▶ Dataset records:

=====

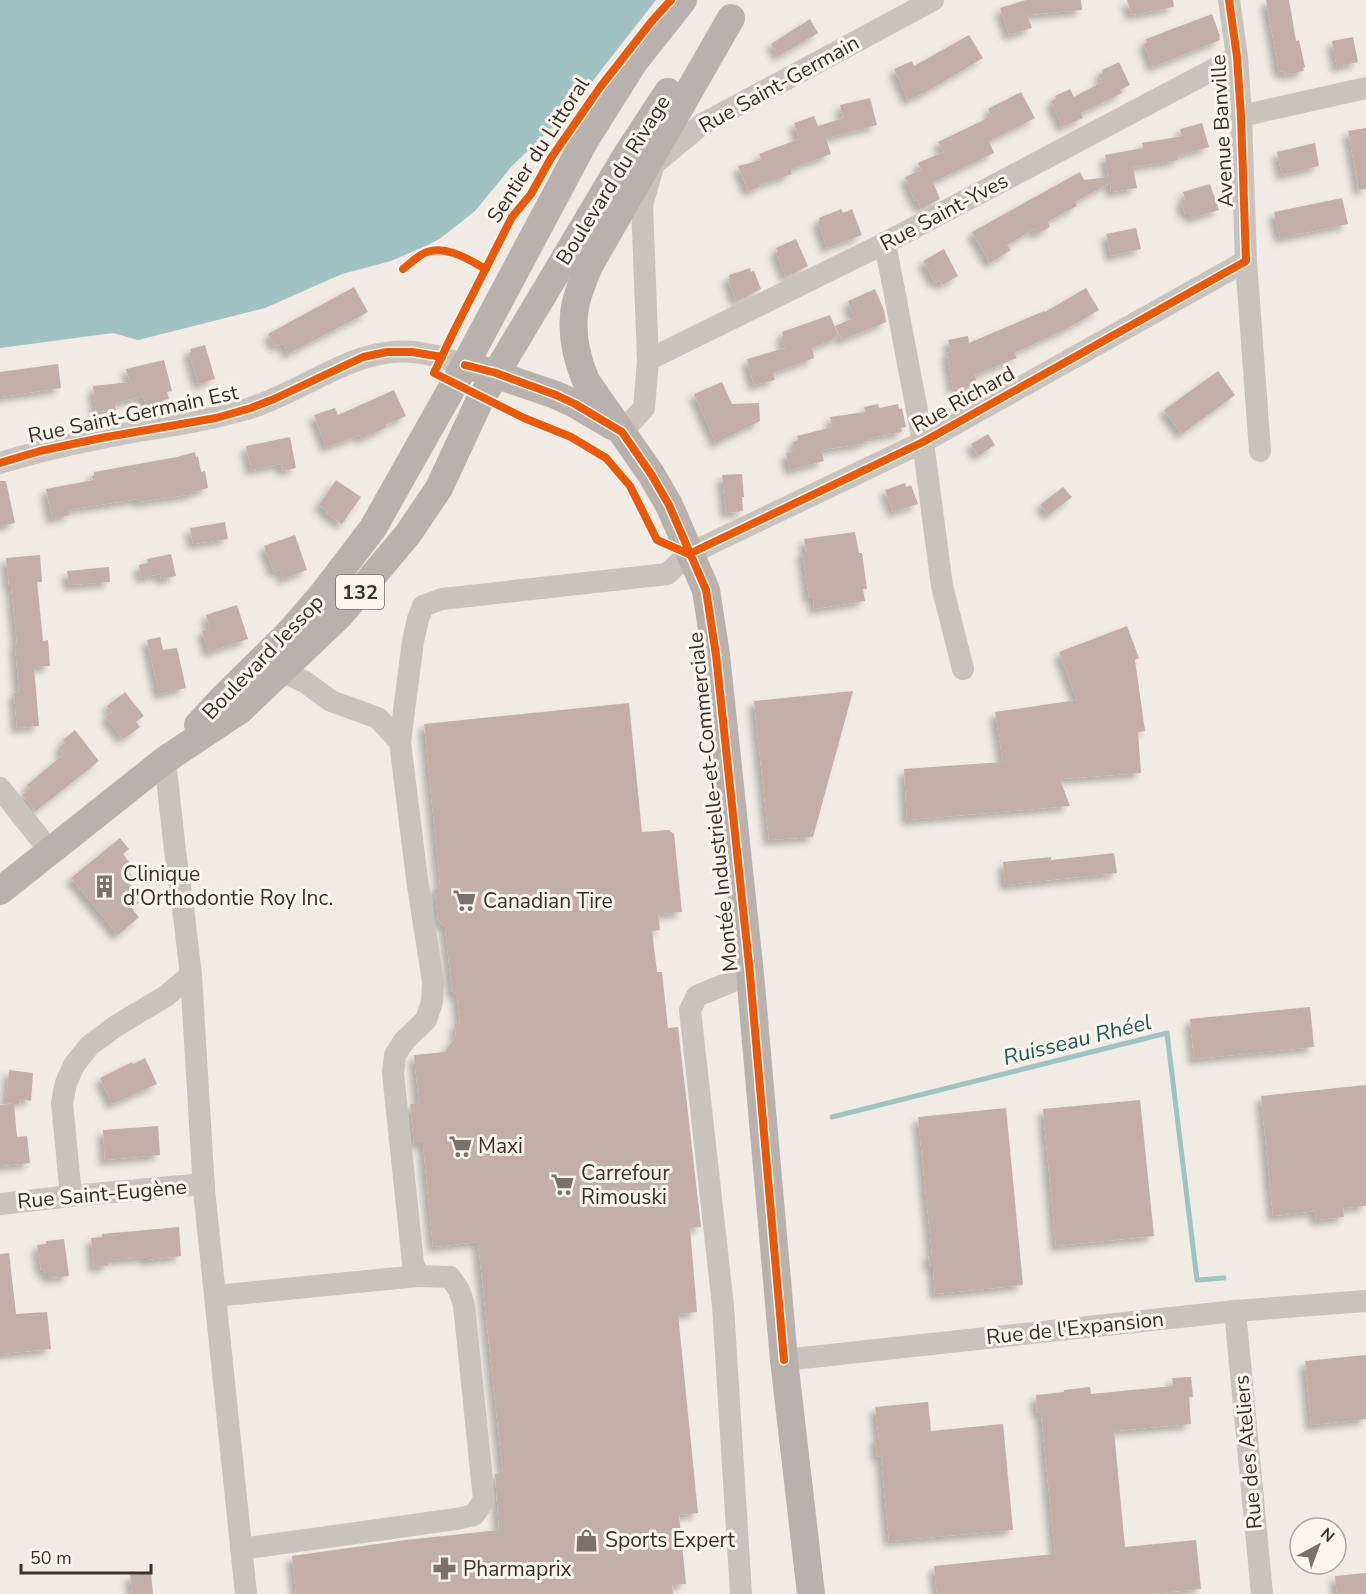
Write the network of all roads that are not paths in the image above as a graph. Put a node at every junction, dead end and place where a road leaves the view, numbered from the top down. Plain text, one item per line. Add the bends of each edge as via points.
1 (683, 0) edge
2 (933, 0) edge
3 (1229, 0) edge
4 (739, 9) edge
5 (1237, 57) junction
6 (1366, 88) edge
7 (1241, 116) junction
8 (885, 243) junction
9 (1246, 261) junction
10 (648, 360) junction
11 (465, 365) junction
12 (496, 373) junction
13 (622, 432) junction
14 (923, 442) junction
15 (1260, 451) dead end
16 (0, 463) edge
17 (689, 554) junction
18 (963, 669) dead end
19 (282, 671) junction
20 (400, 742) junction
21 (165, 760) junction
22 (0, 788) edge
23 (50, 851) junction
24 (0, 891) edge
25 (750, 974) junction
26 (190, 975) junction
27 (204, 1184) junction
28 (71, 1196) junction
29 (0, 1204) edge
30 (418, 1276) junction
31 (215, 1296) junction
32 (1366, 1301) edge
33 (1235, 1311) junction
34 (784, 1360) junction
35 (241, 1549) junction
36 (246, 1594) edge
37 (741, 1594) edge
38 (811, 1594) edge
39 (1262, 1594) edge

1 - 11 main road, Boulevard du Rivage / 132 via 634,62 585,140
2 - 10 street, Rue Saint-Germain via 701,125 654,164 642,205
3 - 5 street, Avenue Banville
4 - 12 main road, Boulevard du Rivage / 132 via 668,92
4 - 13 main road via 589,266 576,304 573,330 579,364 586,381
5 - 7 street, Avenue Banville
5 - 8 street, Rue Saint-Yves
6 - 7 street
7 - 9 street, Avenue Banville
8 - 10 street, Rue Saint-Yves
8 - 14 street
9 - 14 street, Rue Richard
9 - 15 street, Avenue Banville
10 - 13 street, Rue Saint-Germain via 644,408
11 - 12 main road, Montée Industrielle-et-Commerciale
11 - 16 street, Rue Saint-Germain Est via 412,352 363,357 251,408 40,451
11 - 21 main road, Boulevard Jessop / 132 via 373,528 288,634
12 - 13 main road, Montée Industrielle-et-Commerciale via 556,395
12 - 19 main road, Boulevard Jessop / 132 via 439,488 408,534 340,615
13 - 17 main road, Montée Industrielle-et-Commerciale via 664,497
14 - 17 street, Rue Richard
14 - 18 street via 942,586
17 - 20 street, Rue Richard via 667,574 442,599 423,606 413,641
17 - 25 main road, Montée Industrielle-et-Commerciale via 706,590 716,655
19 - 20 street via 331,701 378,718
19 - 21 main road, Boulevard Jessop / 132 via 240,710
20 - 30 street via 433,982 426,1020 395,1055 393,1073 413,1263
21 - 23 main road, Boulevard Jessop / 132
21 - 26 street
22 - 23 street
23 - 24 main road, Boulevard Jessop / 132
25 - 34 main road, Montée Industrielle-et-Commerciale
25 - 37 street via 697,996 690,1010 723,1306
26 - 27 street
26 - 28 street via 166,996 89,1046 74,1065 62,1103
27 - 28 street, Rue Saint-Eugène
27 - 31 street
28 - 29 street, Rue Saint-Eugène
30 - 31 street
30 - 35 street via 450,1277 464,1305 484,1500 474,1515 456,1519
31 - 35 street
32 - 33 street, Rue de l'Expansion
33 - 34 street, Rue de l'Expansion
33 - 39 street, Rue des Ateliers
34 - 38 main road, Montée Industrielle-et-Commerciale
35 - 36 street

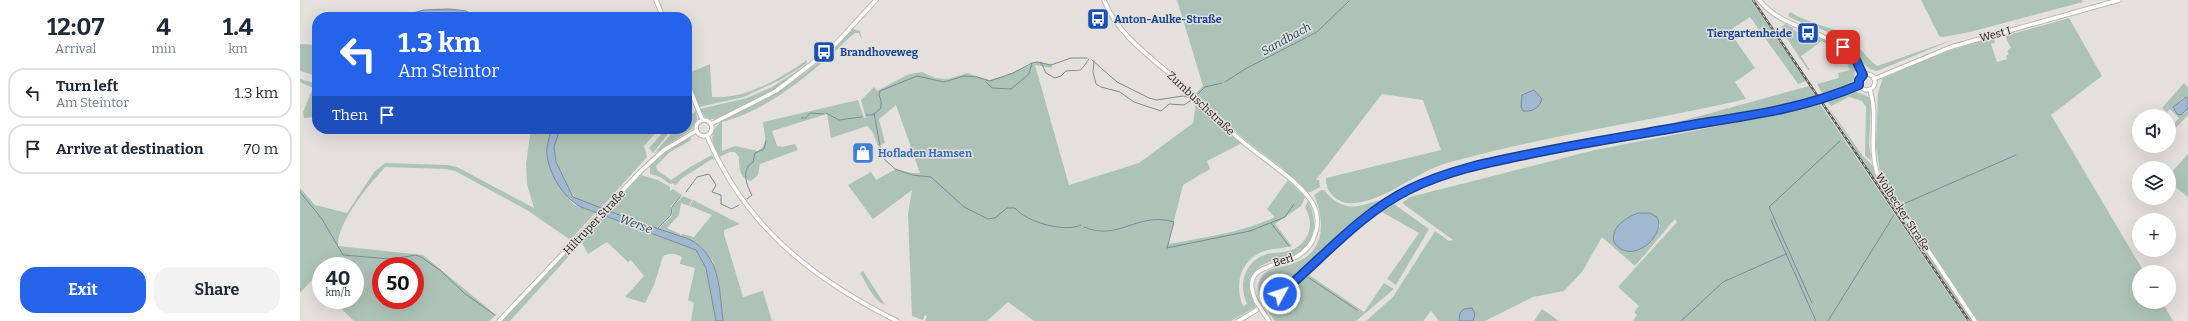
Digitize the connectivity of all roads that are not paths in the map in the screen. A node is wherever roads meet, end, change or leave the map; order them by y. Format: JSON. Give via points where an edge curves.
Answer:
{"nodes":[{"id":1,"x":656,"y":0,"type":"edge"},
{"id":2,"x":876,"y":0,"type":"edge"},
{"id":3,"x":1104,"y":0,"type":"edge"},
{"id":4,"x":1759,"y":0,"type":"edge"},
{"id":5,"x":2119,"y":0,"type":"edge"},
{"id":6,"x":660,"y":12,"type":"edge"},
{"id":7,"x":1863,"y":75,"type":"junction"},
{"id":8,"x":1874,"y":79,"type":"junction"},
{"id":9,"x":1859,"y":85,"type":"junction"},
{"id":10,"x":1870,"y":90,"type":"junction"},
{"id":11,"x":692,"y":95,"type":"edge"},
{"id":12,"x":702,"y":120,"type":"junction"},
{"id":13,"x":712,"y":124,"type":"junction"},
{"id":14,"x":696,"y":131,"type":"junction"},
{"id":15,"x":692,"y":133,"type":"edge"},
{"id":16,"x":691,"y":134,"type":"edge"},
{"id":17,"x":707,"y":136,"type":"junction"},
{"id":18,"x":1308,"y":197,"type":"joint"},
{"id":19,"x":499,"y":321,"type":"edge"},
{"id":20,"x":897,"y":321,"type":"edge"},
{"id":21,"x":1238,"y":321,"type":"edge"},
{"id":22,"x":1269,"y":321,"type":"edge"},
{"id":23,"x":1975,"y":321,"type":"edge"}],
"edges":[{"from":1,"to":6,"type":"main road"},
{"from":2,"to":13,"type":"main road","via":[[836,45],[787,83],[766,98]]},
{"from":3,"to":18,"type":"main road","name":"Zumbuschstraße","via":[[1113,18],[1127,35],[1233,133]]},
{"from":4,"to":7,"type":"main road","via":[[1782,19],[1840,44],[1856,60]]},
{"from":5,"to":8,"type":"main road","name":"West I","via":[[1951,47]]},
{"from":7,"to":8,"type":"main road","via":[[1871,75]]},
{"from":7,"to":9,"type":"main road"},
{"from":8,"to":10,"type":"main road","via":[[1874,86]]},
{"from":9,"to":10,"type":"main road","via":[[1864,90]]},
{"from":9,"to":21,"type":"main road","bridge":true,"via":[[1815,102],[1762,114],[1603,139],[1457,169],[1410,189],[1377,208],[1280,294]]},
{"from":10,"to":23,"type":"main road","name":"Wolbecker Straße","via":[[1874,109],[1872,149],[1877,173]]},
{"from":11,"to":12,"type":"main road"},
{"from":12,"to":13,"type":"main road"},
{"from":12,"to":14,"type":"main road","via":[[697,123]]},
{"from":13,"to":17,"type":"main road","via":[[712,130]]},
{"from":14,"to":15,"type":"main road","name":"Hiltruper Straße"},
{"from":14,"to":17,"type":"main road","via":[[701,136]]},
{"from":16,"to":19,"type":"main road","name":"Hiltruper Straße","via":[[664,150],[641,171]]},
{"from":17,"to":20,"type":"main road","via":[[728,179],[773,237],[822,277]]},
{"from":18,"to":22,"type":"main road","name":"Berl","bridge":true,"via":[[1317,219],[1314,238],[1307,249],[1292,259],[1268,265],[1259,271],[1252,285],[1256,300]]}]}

=====

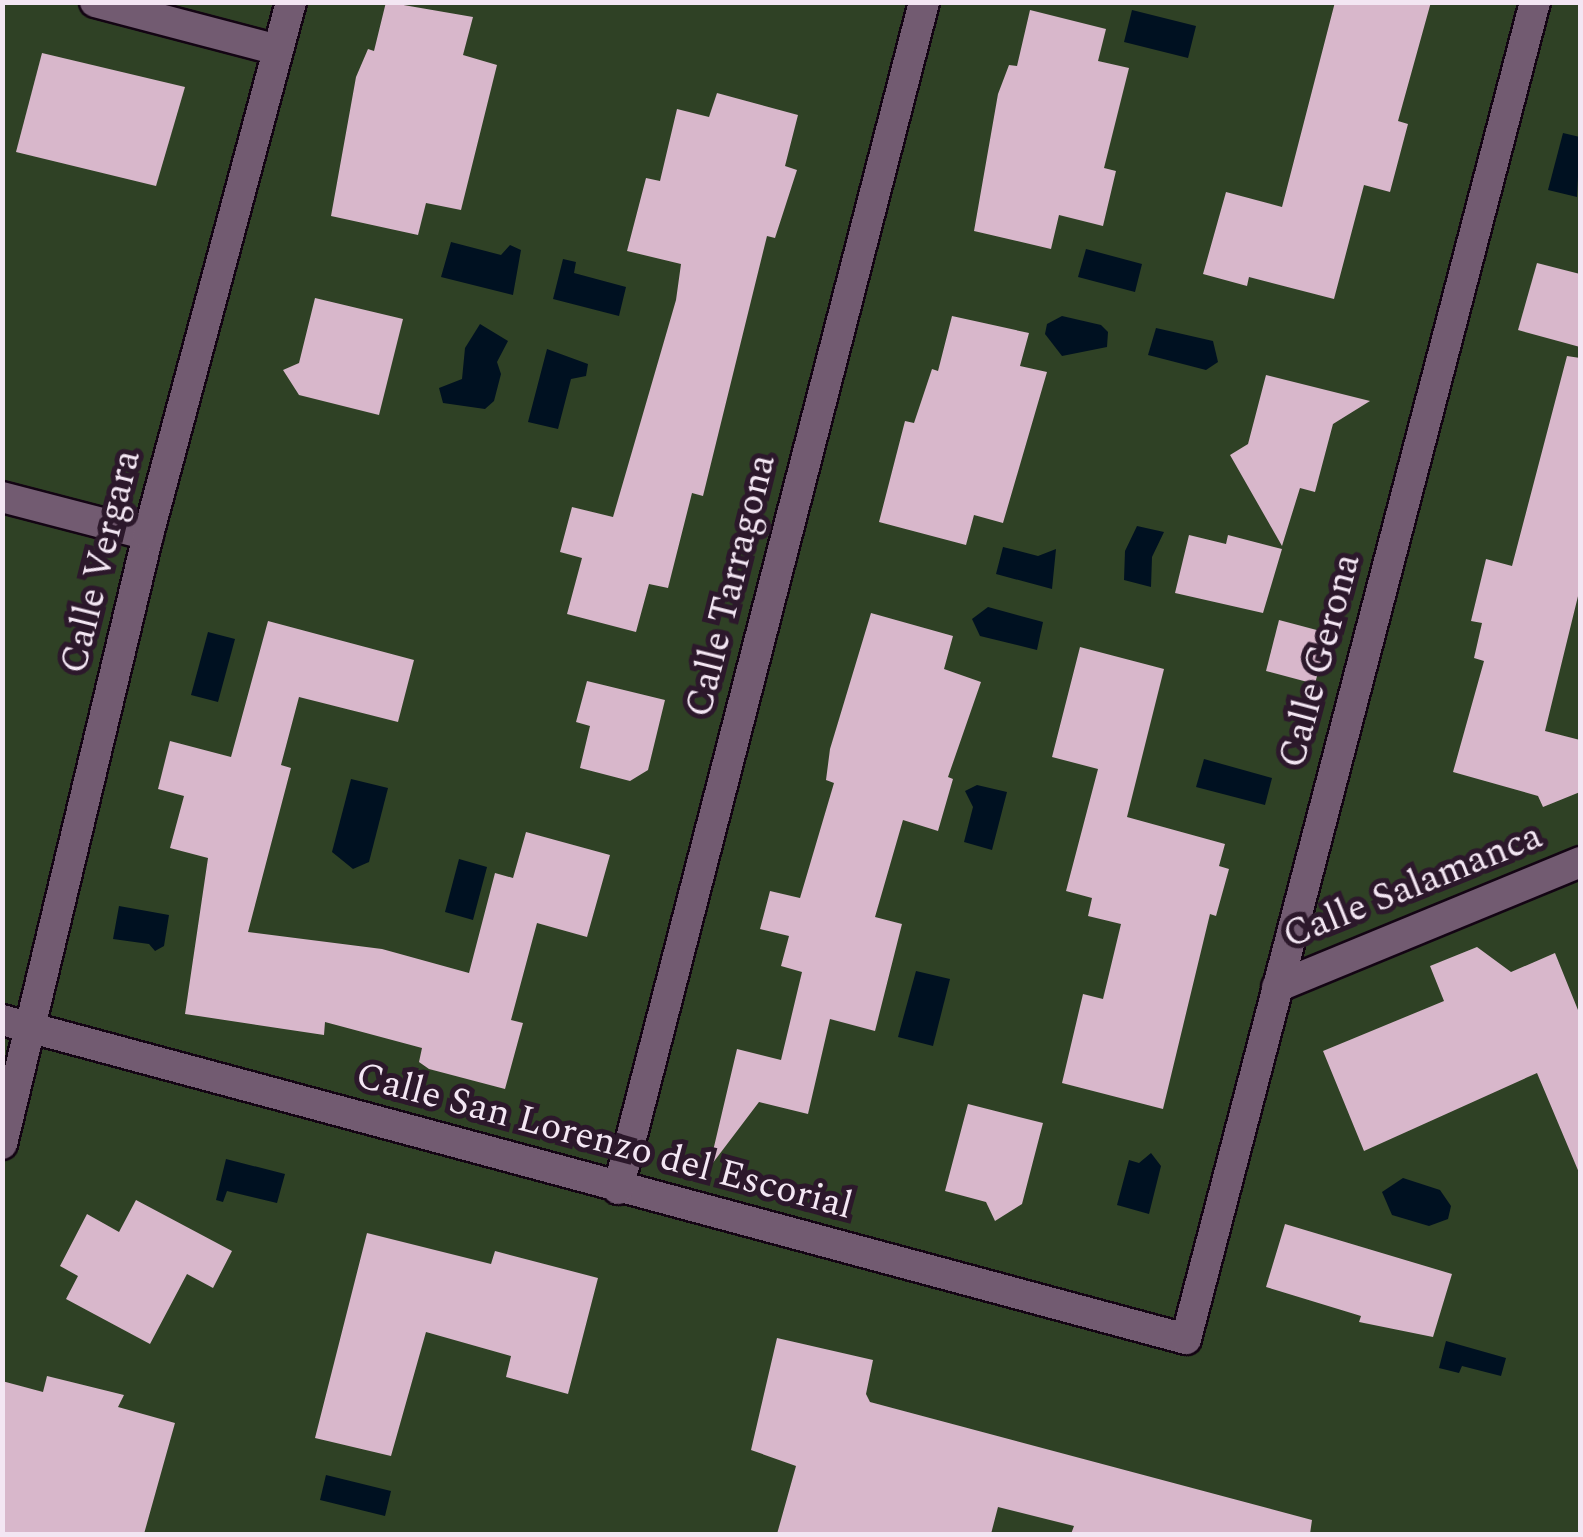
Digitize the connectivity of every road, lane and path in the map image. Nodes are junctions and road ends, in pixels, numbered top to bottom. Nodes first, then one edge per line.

=====

▶ Exercise: Would you please show every line of the material above that includes the string "Digitize"?

▶ Response to the exercise:
Digitize the connectivity of all roads that are not paths in the map in the screen. A node is wherever roads meet, end, change or leave the map; order them by y. Format: JSON. Give via points where an edge curves.
Digitize the connectivity of every road, lane and path in the map image. Nodes are junctions and road ends, in pixels, numbered top to bottom. Nodes first, then one edge per line.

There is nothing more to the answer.